▸ What to do
Find and copy the lines in the records beneath this task that contain the word "Lane".

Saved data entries
· · · · ·
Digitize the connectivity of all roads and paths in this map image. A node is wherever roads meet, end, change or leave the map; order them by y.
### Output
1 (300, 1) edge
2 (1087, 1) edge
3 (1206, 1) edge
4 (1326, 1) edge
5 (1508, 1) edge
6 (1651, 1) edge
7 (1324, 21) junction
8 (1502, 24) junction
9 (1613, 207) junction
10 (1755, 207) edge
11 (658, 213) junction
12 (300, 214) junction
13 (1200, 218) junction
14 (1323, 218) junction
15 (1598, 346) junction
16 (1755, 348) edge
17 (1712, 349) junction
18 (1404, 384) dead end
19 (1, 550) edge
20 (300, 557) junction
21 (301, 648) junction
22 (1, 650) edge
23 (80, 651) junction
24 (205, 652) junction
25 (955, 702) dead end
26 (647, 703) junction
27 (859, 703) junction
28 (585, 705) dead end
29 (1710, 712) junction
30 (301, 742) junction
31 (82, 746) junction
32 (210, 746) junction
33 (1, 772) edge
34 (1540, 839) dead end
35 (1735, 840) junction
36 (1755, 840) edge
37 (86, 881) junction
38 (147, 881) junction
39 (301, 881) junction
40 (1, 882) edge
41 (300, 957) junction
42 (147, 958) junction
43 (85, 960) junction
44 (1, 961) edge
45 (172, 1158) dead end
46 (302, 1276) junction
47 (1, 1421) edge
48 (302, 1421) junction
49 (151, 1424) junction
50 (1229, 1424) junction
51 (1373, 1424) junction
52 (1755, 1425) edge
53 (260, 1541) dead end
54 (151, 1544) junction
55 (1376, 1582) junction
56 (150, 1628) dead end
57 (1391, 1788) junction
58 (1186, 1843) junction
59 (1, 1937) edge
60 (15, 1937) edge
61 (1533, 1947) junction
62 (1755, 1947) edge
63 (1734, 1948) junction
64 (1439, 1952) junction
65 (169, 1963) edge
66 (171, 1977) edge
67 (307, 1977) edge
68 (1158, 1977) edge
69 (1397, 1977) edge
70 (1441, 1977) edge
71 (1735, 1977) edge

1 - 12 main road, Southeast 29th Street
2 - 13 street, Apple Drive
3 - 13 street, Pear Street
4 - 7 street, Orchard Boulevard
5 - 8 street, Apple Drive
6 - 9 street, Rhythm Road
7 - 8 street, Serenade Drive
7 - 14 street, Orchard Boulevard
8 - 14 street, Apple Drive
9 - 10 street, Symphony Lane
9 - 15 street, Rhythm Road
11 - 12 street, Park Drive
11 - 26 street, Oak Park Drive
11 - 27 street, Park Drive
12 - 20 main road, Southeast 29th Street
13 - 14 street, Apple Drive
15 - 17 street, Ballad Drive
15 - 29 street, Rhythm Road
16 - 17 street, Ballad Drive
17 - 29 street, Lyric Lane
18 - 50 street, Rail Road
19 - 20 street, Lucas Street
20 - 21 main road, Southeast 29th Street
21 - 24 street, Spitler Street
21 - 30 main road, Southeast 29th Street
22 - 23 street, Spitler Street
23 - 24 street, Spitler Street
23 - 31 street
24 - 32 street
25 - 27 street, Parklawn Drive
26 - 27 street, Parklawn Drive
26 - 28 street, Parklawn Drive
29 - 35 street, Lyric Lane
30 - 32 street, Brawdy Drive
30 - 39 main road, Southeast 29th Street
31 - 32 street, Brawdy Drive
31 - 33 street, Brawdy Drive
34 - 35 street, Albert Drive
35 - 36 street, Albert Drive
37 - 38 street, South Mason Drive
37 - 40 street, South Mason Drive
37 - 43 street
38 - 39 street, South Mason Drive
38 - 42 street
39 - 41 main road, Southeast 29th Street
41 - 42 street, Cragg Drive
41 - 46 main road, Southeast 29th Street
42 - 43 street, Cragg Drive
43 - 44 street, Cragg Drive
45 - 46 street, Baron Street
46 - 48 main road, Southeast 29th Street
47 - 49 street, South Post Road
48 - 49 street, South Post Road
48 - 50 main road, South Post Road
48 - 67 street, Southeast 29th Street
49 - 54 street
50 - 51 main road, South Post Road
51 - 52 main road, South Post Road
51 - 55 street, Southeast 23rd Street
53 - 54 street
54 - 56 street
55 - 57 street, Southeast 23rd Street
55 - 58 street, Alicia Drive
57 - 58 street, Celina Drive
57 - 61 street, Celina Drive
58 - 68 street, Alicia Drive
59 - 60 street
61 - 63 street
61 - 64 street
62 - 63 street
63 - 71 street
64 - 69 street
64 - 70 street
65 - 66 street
· · · · ·
▸ Solution to this problem
9 - 10 street, Symphony Lane
17 - 29 street, Lyric Lane
29 - 35 street, Lyric Lane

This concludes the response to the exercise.